Polymeric nanoconstructs will be rationally designed and synthesized for the precise delivery and controlled release of therapeutic (small molecules and RNAs) and imaging agents. Polymeric nanoconstructs will be realized using either bottom-up or top-down fabrication approaches, depending on the geometrical features. Biodegradable, biocompatible and bioactive polymeric materials, synthetic and natural, will be considered. Labeling with agents for optical imaging (Rhodamine B; Cy5.5); magnetic resonance imaging (Gd3+-ions); and nuclear imaging (64Cu and 89Zr) will be routinely performed for quantitative biodistribution studies and precise nanoconstruct localization.

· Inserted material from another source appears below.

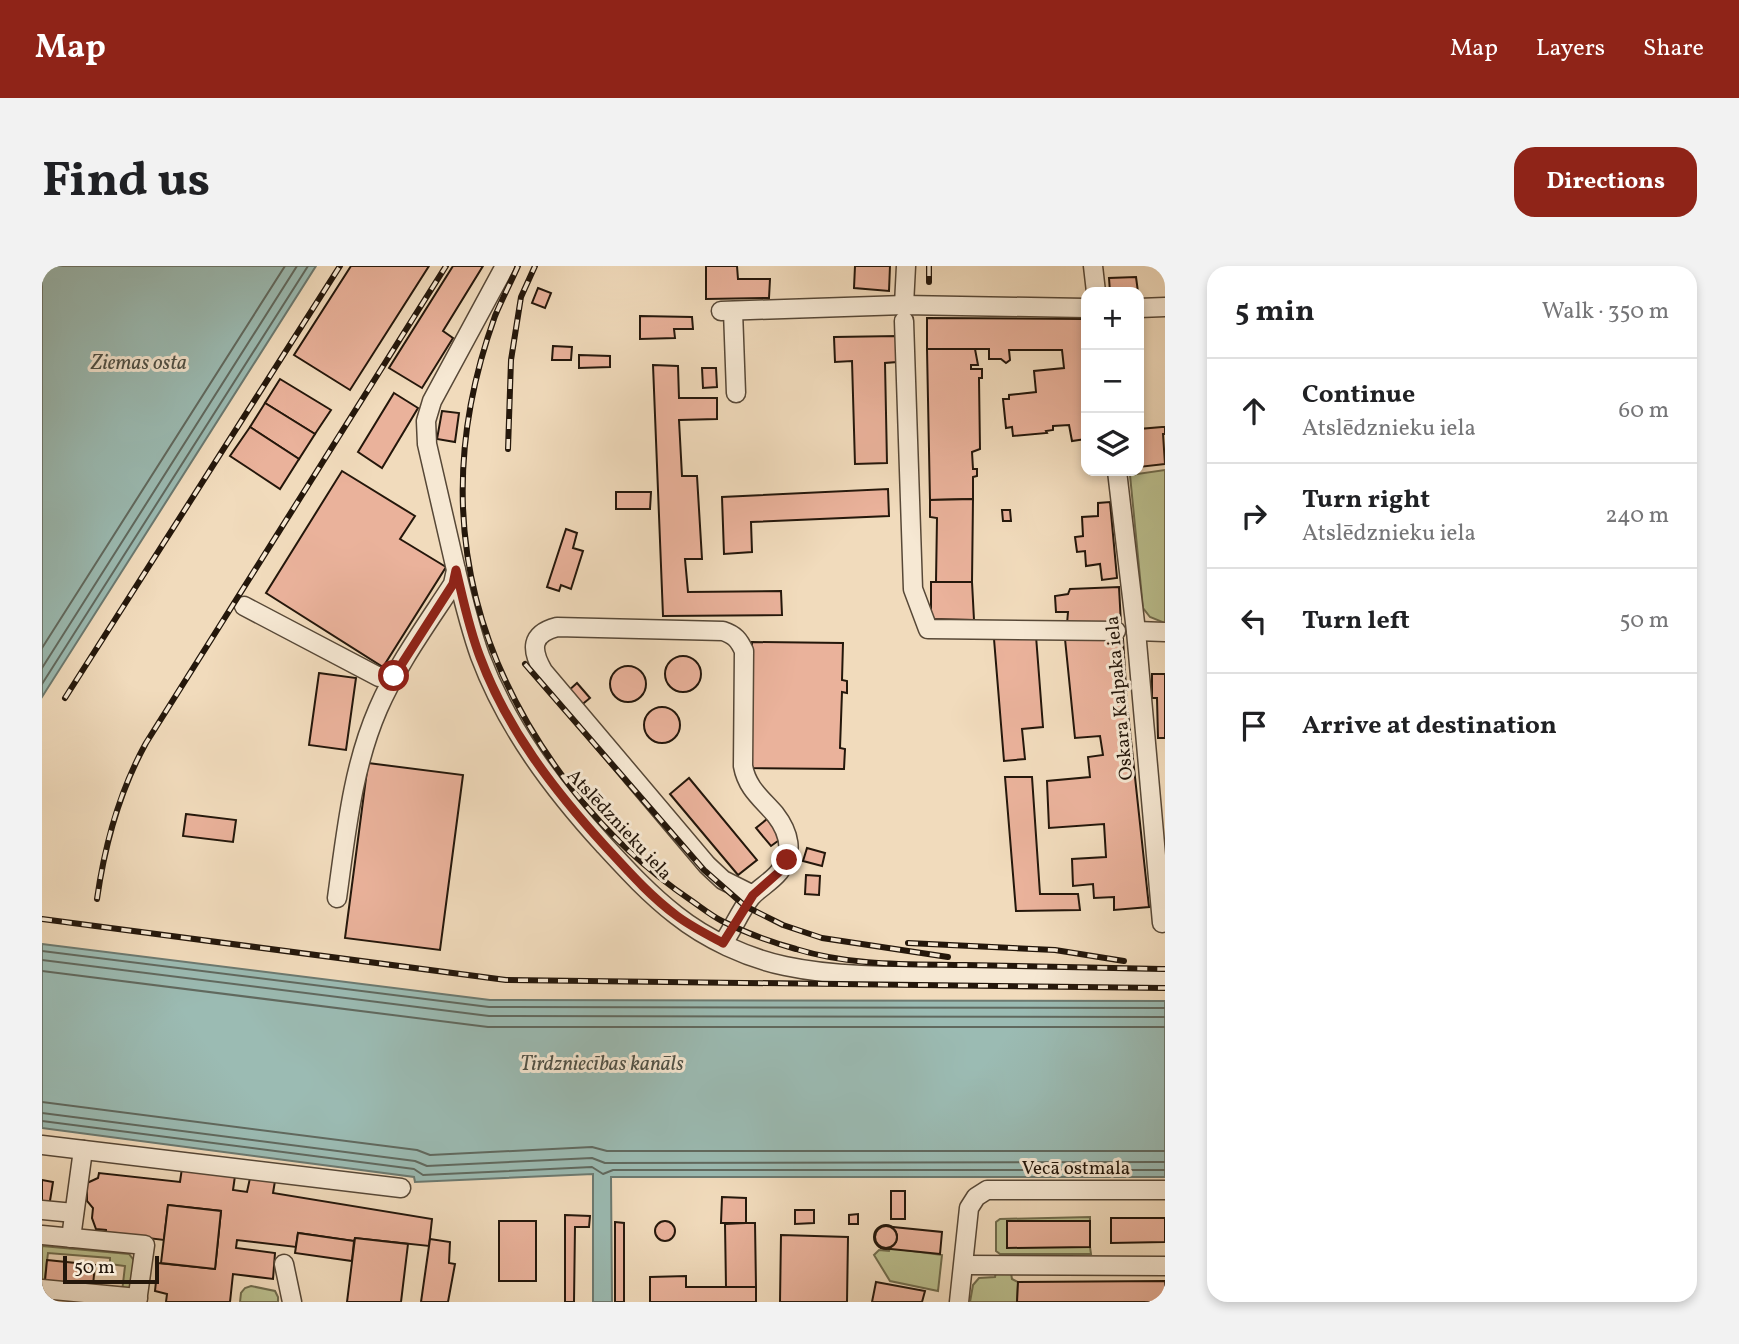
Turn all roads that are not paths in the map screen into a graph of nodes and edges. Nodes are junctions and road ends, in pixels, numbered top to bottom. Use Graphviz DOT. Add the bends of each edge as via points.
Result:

Three different delivery strategies will be quantitatively explored for lodging therapeutic cargos within the central nervous system: systemic delivery (strategy one); local implantation (strategy two); and inhalation (strategy three). For strategy one, the size, shape, surface properties and mechanical stiffness of discoidal polymeric nanoconstructs will be tested for augmenting deposition within the brain microvasculature. Endogenous and exogenous stimuli will be used for favoring localized and transient opening of the blood brain barrier and the triggered release of therapeutic cargos. For strategy two, hierarchically-structured nanoconstructs with different geometrical configurations and material properties will be directly implanted within the diseases region and engineered to release therapeutic cargos over long term periods (weeks to months), while progressively degrading. For strategy three, polymeric nanoconstructs will be deposited within the nasal cavity. The journey of therapeutic molecules from the olfactory bulb, across the neuronal connections, to remote regions of the brain will be assessed in terms of transport efficiency and therapeutic effectiveness.
In vitro 3D multicellular tissue models will be originated for refining the vascular and extra-vascular performance of nanoconstructs. Multi-compartmental microfluidic chips will be realized and integrated with primary cells from patients (somatic cells and induced pluripotent stem cells – iPSCs). This will allow for reproducing the biological and biophysical characteristics of the vascular compartment, blood brain barrier, diseased and healthy tissues. Sophisticated computational models will be developed for predicting the vascular and extravascular behavior of nanoconstructs as well as their interaction with blood proteins and small molecules with the objective of optimizing their vascular targeting, deep tissue permeation and recognition by target and immune cells.